Finance gurus tell us the vast majority of short-term rehab providers have seen improvements in their average daily rates since October 2019. But financial analysis tells only part of the story. Both nursing and rehab services have weathered a dramatic shift in their responsibilities under PDPM, with a virtual role reversal from the days when nursing provided supportive documentation to justify therapy interventions, to the current situation in which rehab must provide evidence-based tests and measures to reinforce the validity of nursing assessments to achieve correct PDPM CMI.

The rise of average daily reimbursement has been beneficial for short-term care providers but indicates this transition did not go as CMS had intended- that PDPM has not proven to be budget-neutral. But, what of clinical outcomes under the new payment model? Our industry has seen a consistent erosion of service delivery in an environment devoid of specific minute guidance for rehab services, and a slow deterioration of short-stay QMs. 

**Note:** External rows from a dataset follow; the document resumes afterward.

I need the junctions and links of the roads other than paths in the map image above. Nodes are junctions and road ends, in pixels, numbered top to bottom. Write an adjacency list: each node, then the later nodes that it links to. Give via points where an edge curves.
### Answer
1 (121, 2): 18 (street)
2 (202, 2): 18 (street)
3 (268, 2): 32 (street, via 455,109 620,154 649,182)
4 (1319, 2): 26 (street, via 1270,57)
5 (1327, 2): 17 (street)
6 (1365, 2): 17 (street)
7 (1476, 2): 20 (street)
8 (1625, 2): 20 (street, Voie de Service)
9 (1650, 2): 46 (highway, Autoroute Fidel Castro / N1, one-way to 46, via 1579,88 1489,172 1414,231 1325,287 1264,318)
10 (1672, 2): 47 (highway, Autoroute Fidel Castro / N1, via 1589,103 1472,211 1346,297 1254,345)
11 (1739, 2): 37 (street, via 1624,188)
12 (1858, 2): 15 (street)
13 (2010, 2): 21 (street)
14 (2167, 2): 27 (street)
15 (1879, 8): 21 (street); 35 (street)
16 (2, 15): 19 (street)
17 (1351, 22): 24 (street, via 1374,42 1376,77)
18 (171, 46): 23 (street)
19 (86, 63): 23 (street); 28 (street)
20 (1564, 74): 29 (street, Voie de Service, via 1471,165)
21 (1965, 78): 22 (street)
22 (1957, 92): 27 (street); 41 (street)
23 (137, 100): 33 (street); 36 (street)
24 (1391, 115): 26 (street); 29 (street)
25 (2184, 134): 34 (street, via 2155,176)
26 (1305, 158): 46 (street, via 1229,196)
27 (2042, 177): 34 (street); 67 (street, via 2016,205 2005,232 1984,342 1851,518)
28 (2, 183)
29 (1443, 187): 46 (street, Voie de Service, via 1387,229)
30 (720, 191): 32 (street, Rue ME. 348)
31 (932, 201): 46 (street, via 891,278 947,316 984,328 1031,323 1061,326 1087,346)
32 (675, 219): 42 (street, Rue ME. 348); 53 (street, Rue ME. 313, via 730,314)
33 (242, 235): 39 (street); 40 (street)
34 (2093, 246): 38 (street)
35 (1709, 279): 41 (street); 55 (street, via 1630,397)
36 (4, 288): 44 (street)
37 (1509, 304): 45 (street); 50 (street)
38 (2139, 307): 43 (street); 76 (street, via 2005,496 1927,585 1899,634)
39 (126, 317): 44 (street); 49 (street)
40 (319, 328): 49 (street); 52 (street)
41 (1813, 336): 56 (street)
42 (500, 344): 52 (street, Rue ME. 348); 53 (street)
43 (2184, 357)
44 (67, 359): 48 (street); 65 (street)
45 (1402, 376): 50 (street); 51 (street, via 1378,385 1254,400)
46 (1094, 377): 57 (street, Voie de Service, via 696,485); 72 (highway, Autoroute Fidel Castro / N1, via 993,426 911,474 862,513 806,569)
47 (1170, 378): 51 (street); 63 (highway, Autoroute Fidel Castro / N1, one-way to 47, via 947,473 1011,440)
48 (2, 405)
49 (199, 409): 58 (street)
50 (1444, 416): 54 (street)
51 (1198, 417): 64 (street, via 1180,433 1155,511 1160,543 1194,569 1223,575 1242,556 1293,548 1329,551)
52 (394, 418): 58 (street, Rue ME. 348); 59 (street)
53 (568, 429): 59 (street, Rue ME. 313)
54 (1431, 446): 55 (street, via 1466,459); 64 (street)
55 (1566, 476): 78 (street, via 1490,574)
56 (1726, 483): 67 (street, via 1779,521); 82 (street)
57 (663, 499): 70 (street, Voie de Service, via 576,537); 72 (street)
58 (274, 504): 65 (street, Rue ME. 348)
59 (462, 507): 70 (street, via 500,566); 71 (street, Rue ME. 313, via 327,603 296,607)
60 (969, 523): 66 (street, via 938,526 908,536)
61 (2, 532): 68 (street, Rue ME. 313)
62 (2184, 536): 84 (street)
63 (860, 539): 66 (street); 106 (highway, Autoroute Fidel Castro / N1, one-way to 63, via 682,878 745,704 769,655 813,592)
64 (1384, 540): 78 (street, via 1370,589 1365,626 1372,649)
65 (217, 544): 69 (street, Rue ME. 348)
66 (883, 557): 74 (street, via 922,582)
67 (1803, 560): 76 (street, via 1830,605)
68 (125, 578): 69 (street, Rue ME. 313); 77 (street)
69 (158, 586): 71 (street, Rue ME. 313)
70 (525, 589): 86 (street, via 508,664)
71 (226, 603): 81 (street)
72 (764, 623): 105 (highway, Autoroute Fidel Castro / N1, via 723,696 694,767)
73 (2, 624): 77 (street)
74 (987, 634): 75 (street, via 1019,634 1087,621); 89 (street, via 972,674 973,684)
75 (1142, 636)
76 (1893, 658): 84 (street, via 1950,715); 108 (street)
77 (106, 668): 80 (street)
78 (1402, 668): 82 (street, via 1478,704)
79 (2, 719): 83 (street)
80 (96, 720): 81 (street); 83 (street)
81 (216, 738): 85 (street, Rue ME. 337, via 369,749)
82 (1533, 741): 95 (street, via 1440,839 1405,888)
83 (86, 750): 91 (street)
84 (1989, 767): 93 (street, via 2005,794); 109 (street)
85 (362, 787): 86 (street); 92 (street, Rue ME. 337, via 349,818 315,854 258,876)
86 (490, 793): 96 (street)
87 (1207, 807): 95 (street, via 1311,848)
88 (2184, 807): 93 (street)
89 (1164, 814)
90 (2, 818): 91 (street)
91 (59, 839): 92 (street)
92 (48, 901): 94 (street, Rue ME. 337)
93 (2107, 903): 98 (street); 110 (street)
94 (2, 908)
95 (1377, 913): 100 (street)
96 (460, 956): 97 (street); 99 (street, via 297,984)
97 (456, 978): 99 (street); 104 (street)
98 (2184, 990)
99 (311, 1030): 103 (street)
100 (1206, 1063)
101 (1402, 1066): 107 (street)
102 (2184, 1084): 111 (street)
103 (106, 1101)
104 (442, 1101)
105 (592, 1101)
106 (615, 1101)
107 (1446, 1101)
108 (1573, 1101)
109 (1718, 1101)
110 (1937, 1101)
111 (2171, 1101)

What Should Be Done About It?

Short-term rehab providers may want to dig a bit deeper if their rehab clinicians are care planning in a way that suggests greater concern for the cost than patient outcomes. A precious few rehab providers have responded to the implementation of PDPM by developing clinically-driven assessment processes which directly correlate to patient need and acuity to provide care plan guidance, to include clinical and utilization pathways for rehab professionals.

As CMS once again proposed changes to the prospective payment system in an attempt to gain the budget neutrality promised but not achieved, patient outcomes have never been more important. It is incumbent on short-term rehab facility operators to be able to justify the care their teams are providing, and the reimbursement they receive for these services.